:: EXERCISE BRIEF ::
Retype every line below precisely as it appears.

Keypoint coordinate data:
===============

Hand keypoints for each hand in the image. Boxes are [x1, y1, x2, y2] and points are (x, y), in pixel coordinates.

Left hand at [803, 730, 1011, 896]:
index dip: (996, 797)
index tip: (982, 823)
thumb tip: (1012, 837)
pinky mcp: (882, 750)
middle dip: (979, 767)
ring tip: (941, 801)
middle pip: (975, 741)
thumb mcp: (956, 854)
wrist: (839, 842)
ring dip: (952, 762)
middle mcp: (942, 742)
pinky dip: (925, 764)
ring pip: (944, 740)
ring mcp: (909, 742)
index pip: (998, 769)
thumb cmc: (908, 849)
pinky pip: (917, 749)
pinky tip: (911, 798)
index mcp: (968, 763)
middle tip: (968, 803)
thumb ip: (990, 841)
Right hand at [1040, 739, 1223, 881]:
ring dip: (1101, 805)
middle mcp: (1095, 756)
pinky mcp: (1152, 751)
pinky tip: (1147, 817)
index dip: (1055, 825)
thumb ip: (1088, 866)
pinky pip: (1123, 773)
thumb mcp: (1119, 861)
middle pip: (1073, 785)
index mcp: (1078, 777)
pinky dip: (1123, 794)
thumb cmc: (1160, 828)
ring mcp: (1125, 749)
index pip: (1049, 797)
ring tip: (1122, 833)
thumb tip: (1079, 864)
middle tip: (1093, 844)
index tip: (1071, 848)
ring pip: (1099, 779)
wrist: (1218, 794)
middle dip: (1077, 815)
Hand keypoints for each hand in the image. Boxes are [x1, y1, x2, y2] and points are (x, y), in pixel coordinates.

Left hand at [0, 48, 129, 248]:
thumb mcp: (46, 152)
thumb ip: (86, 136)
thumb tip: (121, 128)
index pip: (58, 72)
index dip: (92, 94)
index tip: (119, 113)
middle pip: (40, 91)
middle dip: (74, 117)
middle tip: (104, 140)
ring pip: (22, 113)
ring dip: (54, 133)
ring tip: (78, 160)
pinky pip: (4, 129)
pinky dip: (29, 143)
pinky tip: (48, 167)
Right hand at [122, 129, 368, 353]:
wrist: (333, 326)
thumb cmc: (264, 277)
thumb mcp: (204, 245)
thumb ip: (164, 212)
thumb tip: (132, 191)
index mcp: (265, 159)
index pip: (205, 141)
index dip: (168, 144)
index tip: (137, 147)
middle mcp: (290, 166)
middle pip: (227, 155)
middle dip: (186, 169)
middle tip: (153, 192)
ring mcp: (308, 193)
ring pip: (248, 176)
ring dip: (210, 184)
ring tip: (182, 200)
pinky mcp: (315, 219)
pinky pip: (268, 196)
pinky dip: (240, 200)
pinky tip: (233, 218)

===============

:: YOUR SOLUTION ::
Hand keypoints for each hand in the image. Boxes are [x1, y1, x2, y2] and points are (x, y), in pixel coordinates.

Left hand at [803, 730, 1011, 896]:
index dip: (996, 797)
index tip: (982, 823)
thumb tip: (1012, 837)
pinky mcp: (882, 750)
middle dip: (979, 767)
ring tip: (941, 801)
middle pip: (975, 741)
thumb mcp: (956, 854)
wrist: (839, 842)
ring dip: (952, 762)
middle mcp: (942, 742)
pinky dip: (925, 764)
ring pip: (944, 740)
ring mcp: (909, 742)
index pip: (998, 769)
thumb cmc: (908, 849)
pinky pip: (917, 749)
pinky tip: (911, 798)
index mcp: (968, 763)
middle tip: (968, 803)
thumb ip: (990, 841)
Right hand at [1040, 739, 1223, 881]:
ring dip: (1101, 805)
middle mcp: (1095, 756)
pinky mcp: (1152, 751)
pinky tip: (1147, 817)
index dip: (1055, 825)
thumb ip: (1088, 866)
pinky pip: (1123, 773)
thumb mcp: (1119, 861)
middle pip: (1073, 785)
index mcp: (1078, 777)
pinky dip: (1123, 794)
thumb cmc: (1160, 828)
ring mcp: (1125, 749)
index pip: (1049, 797)
ring tip: (1122, 833)
thumb tip: (1079, 864)
middle tip: (1093, 844)
index tip: (1071, 848)
ring pip: (1099, 779)
wrist: (1218, 794)
middle dip: (1077, 815)
Hand keypoints for each hand in the image. Boxes are [x1, y1, x2, y2] and points are (x, y), in pixel coordinates.

Left hand at [0, 48, 129, 248]:
thumb mcp: (46, 152)
thumb ip: (86, 136)
thumb tip: (121, 128)
index pip: (58, 72)
index dip: (92, 94)
index tip: (119, 113)
middle pip: (40, 91)
middle dip: (74, 117)
middle tip: (104, 140)
ring pip: (22, 113)
ring dip: (54, 133)
ring tip: (78, 160)
pinky pip: (4, 129)
pinky dip: (29, 143)
pinky tip: (48, 167)
Right hand at [122, 129, 368, 353]:
wrist: (333, 326)
thumb cmc: (264, 277)
thumb mcp: (204, 245)
thumb ip: (164, 212)
thumb tip: (132, 191)
index mcp: (265, 159)
index pip: (205, 141)
index dip: (168, 144)
index tip: (137, 147)
middle mcp: (290, 166)
middle pip: (227, 155)
middle dip: (186, 169)
middle tip: (153, 192)
ring mcp: (308, 193)
ring pip: (248, 176)
ring dip: (210, 184)
ring tip: (182, 200)
pinky mcp: (315, 219)
pinky pip: (268, 196)
pinky dip: (240, 200)
pinky tip: (233, 218)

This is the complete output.